Nach mehreren Wochen der Überwachung gelten die Brände, die den Waldmassiv von Fontainebleau betroffen haben, nach Einschätzung der Rettungsdienste nun als gelöscht.
Die Lösung wurde durch die gemeinsamen Anstrengungen der Berufsfeuerwehr und der jüngsten Regenfälle in der Region Île-de-France erreicht. Niederschläge in den letzten Tagen verbesserten die Feuchtigkeitswerte sowohl im Boden als auch in der stehenden Vegetation und verringerten das Risiko von Bodenfeuern.
Brandverlauf und Notfallmobilisierung
Der Waldbrand begann am 12. Juli 2026 an mehreren unterschiedlichen Brandherden im Massiv. Am 13. Juli breiteten sich mehrere neue Brandausbrüche im Staatswald von Fontainebleau aus, erweiterten den Umfang und verbrannten etwa 2.000 Hektar Waldfläche. Laut Angaben des Nationalen Forstamtes (ONF) verbrannte das Feuer etwa 10 % der gesamten Waldfläche. Die Feuerwehrleute hielten sieben aufeinanderfolgende Tage lang eine kontinuierliche Mobilisierung aufrecht, um die Ausbreitung der Flammen zu stoppen und die umliegenden Gemeinden zu sichern.
Die Mobilisierung aller Beteiligten ermöglichte es, die Brände einzudämmen, die Bevölkerung zu schützen und dieses außergewöhnliche Naturerbe so weit wie möglich zu bewahren.
- Brände brechen an mehreren Stellen im Massiv von Fontainebleau aus
- Weitere Ausbrüche breiten sich im Staatswald aus und verbrennen etwa 2.000 Hektar
- Präfektur erklärt offiziell alle Brände nach Regenfällen und Überwachung für gelöscht
Öffentlicher Zugang und anhaltende Sperrungen
Die Behörden leiteten am Samstag die öffentliche Wiedereröffnung des Waldes ein und räumten den Zugang zu etwa 80 % seiner Gesamtfläche, was 18.000 Hektar entspricht. Zu den wiedereröffneten Orten gehören mehrere international bekannte Boulder- und Kletterfelsen, die Sportler und Touristen aus aller Welt anziehen. Die Behörden hielten jedoch bestimmte Sektoren vollständig geschlossen oder unter strengen Zugangsbeschränkungen. Diese verbleibenden Sperrungen werden aufrechterhalten, um die öffentliche Sicherheit zu gewährleisten, während spezialisierte Teams notwendige Geländesanierungs- und Standortsicherungsarbeiten durchführen.
- Verbrannte Fläche im Juli
- 2000 ha
- Wiedereröffnete Waldfläche
- 18000 ha
Umweltverwundbarkeit und Präventionsregeln
Fontainebleau gilt als das meistbesuchte Waldmassiv Frankreichs und empfängt nach Angaben des ONF jährlich rund 15 Millionen Besucher. Auch nach dem Löschen der Brände warnte die Präfektur, dass die anhaltende Trockenheit der Vegetation weiterhin Brandgefahren im gesamten Departement darstellt. Präfekt Ory rief alle Waldnutzer zu Eigenverantwortung und Einhaltung der Forstvorschriften auf.
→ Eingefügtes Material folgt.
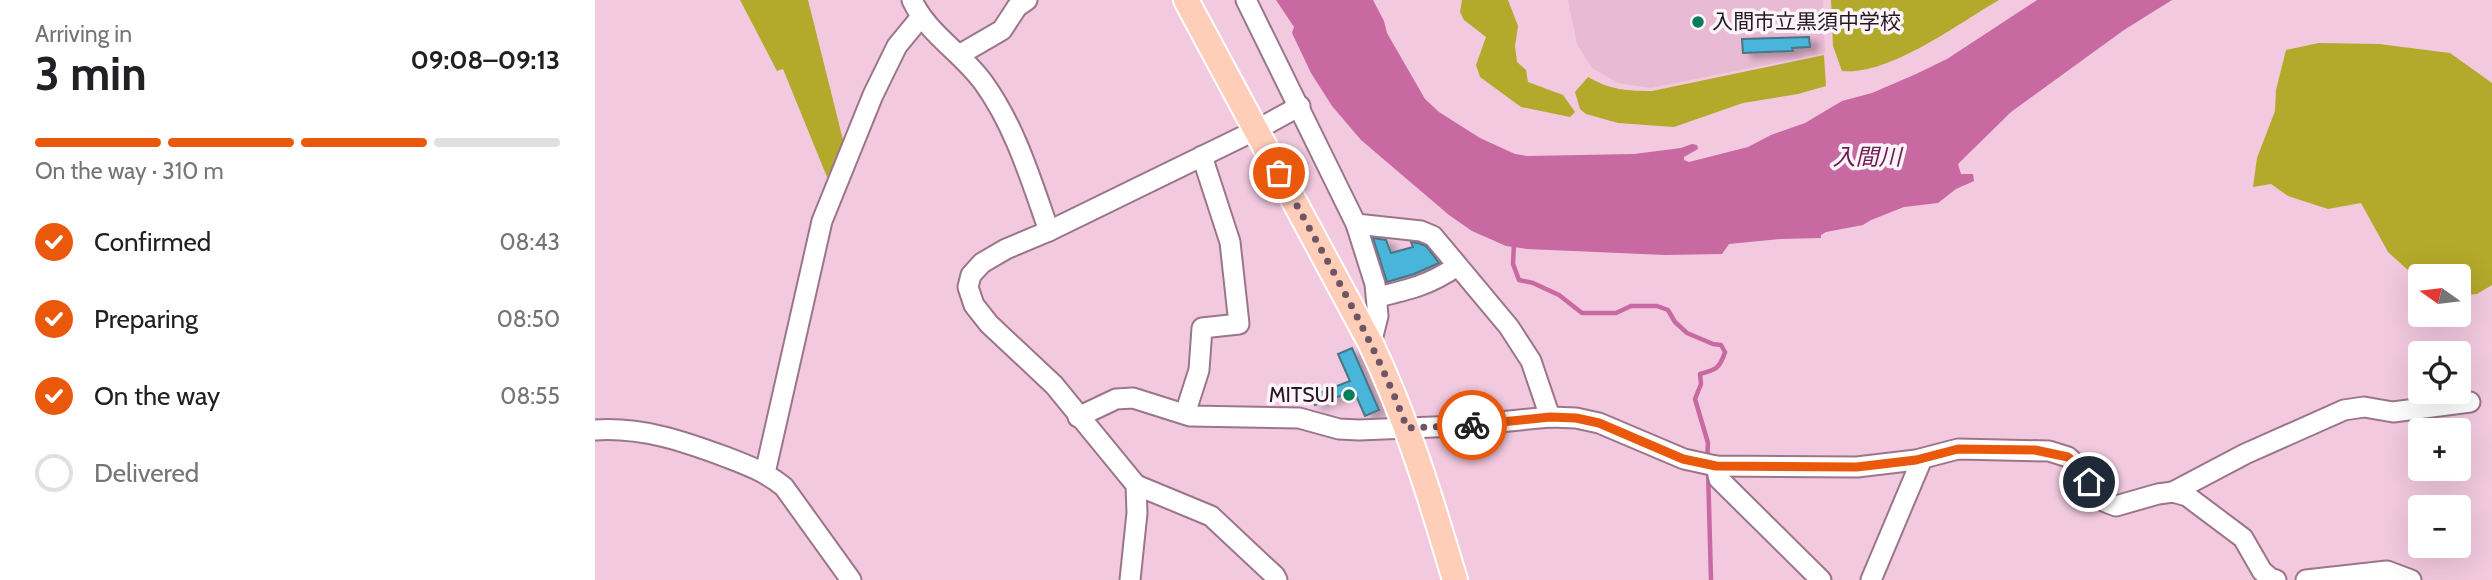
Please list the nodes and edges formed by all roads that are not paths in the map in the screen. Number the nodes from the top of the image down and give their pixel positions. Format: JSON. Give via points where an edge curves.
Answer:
{"nodes":[{"id":1,"x":1027,"y":0,"type":"edge"},
{"id":2,"x":1186,"y":0,"type":"edge"},
{"id":3,"x":1246,"y":0,"type":"edge"},
{"id":4,"x":916,"y":9,"type":"edge"},
{"id":5,"x":959,"y":55,"type":"junction"},
{"id":6,"x":1300,"y":106,"type":"junction"},
{"id":7,"x":1256,"y":130,"type":"junction"},
{"id":8,"x":1202,"y":156,"type":"junction"},
{"id":9,"x":1356,"y":224,"type":"junction"},
{"id":10,"x":1049,"y":231,"type":"junction"},
{"id":11,"x":1457,"y":266,"type":"junction"},
{"id":12,"x":1377,"y":297,"type":"junction"},
{"id":13,"x":1371,"y":344,"type":"junction"},
{"id":14,"x":2455,"y":404,"type":"edge"},
{"id":15,"x":1185,"y":414,"type":"junction"},
{"id":16,"x":1078,"y":416,"type":"junction"},
{"id":17,"x":1550,"y":417,"type":"junction"},
{"id":18,"x":1407,"y":428,"type":"junction"},
{"id":19,"x":595,"y":430,"type":"edge"},
{"id":20,"x":1922,"y":458,"type":"junction"},
{"id":21,"x":1716,"y":466,"type":"junction"},
{"id":22,"x":765,"y":473,"type":"junction"},
{"id":23,"x":1136,"y":485,"type":"junction"},
{"id":24,"x":2173,"y":492,"type":"junction"},
{"id":25,"x":851,"y":580,"type":"edge"},
{"id":26,"x":1130,"y":580,"type":"edge"},
{"id":27,"x":1277,"y":580,"type":"edge"},
{"id":28,"x":1455,"y":580,"type":"edge"},
{"id":29,"x":1821,"y":580,"type":"edge"},
{"id":30,"x":1871,"y":580,"type":"edge"},
{"id":31,"x":2276,"y":580,"type":"edge"},
{"id":32,"x":2306,"y":580,"type":"edge"},
{"id":33,"x":2410,"y":580,"type":"edge"}],
"edges":[{"from":1,"to":5,"type":"street","via":[[1002,30]]},
{"from":2,"to":7,"type":"main road"},
{"from":3,"to":6,"type":"street"},
{"from":4,"to":5,"type":"street"},
{"from":4,"to":22,"type":"street","via":[[873,95],[822,221]]},
{"from":5,"to":10,"type":"street","via":[[1000,109]]},
{"from":6,"to":7,"type":"street"},
{"from":6,"to":9,"type":"street"},
{"from":7,"to":8,"type":"street"},
{"from":7,"to":13,"type":"main road"},
{"from":8,"to":10,"type":"street"},
{"from":8,"to":15,"type":"street","via":[[1230,242],[1239,324],[1202,328],[1199,370]]},
{"from":9,"to":11,"type":"street","via":[[1421,231],[1433,236]]},
{"from":9,"to":12,"type":"street"},
{"from":10,"to":16,"type":"street","via":[[982,263],[968,287],[974,306],[989,324],[1054,385]]},
{"from":11,"to":12,"type":"street","via":[[1437,281]]},
{"from":11,"to":17,"type":"street","via":[[1509,327],[1531,361]]},
{"from":12,"to":13,"type":"street"},
{"from":13,"to":18,"type":"main road"},
{"from":14,"to":24,"type":"street","via":[[2393,412],[2364,407],[2344,410]]},
{"from":15,"to":16,"type":"street","via":[[1133,398],[1116,399]]},
{"from":15,"to":18,"type":"street","via":[[1300,418],[1339,429]]},
{"from":16,"to":23,"type":"street"},
{"from":17,"to":18,"type":"street"},
{"from":17,"to":21,"type":"street","via":[[1599,423],[1683,459]]},
{"from":18,"to":28,"type":"main road"},
{"from":19,"to":22,"type":"street","via":[[654,433],[683,440]]},
{"from":20,"to":21,"type":"street","via":[[1857,467]]},
{"from":20,"to":24,"type":"street","via":[[1958,449],[2049,451],[2068,457],[2101,500],[2116,506]]},
{"from":20,"to":30,"type":"street"},
{"from":21,"to":29,"type":"street","via":[[1719,479]]},
{"from":22,"to":25,"type":"street","via":[[784,487]]},
{"from":23,"to":26,"type":"street"},
{"from":23,"to":27,"type":"street","via":[[1211,516]]},
{"from":24,"to":31,"type":"street","via":[[2193,500],[2243,538],[2262,571]]},
{"from":32,"to":33,"type":"street","via":[[2387,571]]}]}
Offizielle Stellungnahmen wiesen darauf hin, dass neun von zehn Waldbränden im Land auf menschliche Aktivitäten zurückzuführen sind. Um neue Vorfälle zu verhindern, wiederholten die Behörden mehrere strenge Vorsichtsregeln für Besucher. Die Öffentlichkeit ist verpflichtet, auf den ausgewiesenen Wegen zu bleiben und alle Zugangsverbote zu beachten. Rauchen ist im Wald strengstens verboten, ebenso das Entzünden von Feuern im Wald oder auf angrenzenden Parkplätzen.